Es war schon cool. Aber alles, was wir machten, hatte viel Erklärungsbedarf. Ich war viel weniger sicher in dem, was ich tat. Nach und nach lernte ich, was es heisst, zu mir zu stehen – und dass ich mich dafür laut machen muss, kann und darf. Klar, es ist unser Ding, wir machen das hier zusammen – aber es ist eben auch meine Küche, meine Meinung ist gefragt und ich gebe das letzte Go.
Die flache Hierarchie ist ja ein tragender Pfeiler des Konzepts im Kultur Lokal Rank.
Das stimmt, wir arbeiten nach New-Work-Ansätzen, mit soziokratischen Ideen. Es gibt zum Beispiel keine Geschäftsleitung, sondern ein Kernteam von vier Personen, die sich die Verantwortung aufteilen. Ich kümmere mich um die Küche, Sophia Ender ums Überbetriebliche und Kulturelle, Thom Kiener um den HR-Bereich und Nicole Rapp um Service sowie Marketing. Dazu kommt eben die Nähe zum Rechberg mit weiteren Leuten und Kompetenzen. Das Konzept hat Vor- und Nachteile.
Beginnen wir mit dem Positiven?
Das Miteinander. Das spielte für mich am Anfang eine enorme Rolle.

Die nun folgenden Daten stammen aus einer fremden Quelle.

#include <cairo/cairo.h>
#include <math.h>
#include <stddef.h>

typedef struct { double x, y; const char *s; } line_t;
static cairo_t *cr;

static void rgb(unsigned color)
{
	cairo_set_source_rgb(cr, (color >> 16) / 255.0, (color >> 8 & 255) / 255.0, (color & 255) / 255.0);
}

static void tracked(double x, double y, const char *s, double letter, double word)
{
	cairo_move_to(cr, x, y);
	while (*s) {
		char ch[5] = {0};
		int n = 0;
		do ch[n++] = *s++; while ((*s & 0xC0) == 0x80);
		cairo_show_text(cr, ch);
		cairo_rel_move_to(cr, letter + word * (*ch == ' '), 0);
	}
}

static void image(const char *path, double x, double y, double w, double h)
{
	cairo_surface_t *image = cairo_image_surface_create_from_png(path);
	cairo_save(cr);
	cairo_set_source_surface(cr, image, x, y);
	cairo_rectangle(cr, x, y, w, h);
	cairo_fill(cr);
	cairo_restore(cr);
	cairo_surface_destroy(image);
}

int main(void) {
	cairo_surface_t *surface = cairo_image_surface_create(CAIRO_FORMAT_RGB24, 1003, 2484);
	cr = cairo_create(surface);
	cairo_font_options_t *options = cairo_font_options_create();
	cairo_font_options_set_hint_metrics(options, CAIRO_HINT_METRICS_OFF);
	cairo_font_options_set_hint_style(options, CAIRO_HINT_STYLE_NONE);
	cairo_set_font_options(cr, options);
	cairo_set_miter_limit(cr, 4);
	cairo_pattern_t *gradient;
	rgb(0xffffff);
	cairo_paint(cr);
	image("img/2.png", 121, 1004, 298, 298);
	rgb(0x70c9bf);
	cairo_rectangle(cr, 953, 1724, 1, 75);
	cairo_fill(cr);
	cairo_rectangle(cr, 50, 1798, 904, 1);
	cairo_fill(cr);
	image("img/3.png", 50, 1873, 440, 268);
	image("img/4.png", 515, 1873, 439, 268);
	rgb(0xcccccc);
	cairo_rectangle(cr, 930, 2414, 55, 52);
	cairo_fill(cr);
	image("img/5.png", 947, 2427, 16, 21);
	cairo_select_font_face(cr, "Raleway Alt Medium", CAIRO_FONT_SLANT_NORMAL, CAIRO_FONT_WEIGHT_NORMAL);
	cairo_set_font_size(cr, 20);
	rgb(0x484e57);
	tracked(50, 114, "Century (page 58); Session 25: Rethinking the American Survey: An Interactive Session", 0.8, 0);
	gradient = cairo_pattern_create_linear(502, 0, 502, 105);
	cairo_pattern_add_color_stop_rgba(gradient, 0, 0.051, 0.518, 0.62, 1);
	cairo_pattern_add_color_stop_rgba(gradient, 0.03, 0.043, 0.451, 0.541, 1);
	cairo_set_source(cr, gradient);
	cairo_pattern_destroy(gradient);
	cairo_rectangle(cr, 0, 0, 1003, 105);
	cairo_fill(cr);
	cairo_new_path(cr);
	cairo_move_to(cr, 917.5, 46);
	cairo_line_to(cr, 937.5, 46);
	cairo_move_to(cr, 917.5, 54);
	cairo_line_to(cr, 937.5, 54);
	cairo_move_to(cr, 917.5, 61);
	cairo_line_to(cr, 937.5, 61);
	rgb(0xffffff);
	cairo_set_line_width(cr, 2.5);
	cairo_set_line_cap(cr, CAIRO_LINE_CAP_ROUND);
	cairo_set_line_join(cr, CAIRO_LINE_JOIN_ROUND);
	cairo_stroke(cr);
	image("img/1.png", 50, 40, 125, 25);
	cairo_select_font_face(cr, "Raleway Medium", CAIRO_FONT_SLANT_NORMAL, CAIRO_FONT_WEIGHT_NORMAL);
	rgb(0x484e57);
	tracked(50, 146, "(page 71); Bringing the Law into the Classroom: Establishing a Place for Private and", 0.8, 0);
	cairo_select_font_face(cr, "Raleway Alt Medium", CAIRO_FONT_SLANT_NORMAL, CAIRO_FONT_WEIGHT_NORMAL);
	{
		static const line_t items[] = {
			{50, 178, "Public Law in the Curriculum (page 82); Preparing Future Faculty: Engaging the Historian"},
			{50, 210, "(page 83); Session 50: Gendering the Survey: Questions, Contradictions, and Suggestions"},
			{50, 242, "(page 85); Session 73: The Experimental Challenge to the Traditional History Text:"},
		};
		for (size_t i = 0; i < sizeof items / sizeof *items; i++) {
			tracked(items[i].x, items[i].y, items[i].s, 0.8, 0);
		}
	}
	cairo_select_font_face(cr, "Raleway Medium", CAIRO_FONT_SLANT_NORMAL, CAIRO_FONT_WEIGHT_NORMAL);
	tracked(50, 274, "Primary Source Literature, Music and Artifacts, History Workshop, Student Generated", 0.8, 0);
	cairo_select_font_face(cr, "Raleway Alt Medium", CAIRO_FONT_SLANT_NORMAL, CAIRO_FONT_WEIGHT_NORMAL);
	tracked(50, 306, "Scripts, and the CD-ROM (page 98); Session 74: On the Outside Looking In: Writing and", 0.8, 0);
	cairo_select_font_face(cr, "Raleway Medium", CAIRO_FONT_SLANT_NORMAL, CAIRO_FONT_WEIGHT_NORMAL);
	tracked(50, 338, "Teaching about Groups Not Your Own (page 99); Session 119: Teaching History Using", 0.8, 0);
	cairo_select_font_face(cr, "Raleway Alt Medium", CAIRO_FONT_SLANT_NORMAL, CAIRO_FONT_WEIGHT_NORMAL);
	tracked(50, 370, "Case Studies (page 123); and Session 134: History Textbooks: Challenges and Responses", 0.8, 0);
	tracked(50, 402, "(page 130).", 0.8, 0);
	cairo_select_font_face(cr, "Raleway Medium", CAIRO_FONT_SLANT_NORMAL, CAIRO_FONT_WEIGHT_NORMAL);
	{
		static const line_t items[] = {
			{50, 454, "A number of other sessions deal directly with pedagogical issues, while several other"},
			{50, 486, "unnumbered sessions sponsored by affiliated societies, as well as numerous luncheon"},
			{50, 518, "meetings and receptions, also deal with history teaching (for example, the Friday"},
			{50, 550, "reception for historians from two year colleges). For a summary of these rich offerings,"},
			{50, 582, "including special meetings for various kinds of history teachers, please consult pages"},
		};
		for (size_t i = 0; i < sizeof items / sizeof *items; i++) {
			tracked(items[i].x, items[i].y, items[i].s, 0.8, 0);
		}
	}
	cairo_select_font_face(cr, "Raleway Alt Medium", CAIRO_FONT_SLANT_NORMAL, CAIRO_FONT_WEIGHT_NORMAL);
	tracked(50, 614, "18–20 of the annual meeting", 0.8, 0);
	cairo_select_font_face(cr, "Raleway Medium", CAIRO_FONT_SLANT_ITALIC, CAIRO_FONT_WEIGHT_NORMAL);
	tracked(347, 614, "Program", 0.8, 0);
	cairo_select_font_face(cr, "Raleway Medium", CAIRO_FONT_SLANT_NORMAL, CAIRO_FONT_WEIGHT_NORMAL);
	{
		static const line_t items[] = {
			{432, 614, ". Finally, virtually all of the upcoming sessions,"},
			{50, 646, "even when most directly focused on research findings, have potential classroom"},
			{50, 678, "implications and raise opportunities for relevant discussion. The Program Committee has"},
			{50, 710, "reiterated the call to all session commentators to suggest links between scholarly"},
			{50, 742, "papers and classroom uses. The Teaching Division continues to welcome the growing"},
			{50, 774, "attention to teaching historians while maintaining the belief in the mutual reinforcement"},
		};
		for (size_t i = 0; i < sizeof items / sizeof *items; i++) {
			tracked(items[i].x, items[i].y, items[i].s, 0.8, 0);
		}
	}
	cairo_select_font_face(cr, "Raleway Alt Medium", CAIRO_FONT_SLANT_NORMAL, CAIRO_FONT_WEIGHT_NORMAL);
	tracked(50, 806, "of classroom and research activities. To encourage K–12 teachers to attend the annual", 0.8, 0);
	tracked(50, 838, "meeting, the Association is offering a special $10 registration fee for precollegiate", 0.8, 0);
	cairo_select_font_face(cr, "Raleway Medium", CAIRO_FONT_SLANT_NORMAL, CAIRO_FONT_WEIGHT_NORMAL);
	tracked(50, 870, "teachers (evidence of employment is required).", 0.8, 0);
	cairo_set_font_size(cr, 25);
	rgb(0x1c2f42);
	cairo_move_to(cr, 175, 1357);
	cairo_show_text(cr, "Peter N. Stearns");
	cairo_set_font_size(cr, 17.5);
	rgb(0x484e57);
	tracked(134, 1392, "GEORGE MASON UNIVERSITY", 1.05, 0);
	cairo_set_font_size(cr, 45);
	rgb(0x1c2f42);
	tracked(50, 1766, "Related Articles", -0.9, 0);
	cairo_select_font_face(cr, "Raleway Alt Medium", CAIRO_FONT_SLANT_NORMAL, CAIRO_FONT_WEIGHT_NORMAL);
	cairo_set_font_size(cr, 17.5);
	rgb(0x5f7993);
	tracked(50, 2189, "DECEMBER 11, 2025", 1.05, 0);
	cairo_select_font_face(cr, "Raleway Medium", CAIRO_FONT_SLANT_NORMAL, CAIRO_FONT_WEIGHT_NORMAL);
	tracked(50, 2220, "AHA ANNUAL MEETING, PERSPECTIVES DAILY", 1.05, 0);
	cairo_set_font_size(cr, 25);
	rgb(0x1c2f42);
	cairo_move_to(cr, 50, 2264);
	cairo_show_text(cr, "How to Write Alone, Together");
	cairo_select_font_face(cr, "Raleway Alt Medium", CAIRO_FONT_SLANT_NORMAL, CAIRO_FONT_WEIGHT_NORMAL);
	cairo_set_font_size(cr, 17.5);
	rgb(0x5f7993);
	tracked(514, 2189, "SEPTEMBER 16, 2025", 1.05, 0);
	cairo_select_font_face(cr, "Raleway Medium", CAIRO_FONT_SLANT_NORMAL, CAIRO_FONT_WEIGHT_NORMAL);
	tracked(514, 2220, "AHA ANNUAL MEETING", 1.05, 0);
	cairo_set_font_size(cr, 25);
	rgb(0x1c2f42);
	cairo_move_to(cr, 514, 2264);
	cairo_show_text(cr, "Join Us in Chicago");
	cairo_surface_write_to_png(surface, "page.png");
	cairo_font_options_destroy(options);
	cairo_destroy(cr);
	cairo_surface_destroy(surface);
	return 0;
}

Egal, wie oft ich fürchtete, ich könne das nicht, kam irgendwer und sagte: Du bist ja nicht allein. Als ich angefragt wurde, ob ich den Posten der Küchenchefin im Rank übernehmen wolle, lehnte ich erst ab. Ich dachte, ich schaffe das nicht. Dann lernte ich die Leute, die dahinterstecken, näher kennen – und spürte, dass ich es probieren möchte. Alles ist schwierig, bevor es einfach wird. Und jetzt beschäftigen mich wieder andere Herausforderungen als zu Beginn.
Lassen Sie uns noch kurz über die Nachteile reden.
Wir verzetteln uns manchmal. In einem so grossen Leitungsteam läuft man Gefahr zu denken, jemand anderes sei zuständig. Das bedingt extrem gute Absprachen und viel Kommunikation. Auch darum musste ich rasch lernen, meine eigene Stimme zu finden, mich richtig mitzuteilen – und eben: lauter zu werden.
Fällt Ihnen das schwer?
Das hängt vom Gegenüber ab. Hier hielt ich mich anfangs zurück, weil ich den Eindruck hatte, mir fehle das Startkapital: Ich stiess spät zum Kernteam, die anderen Mitglieder hatten also etwas Vorsprung. Mir fehlte die Erfahrung aus der Umbauphase. Also blieb ich zu Beginn mehr im Hintergrund.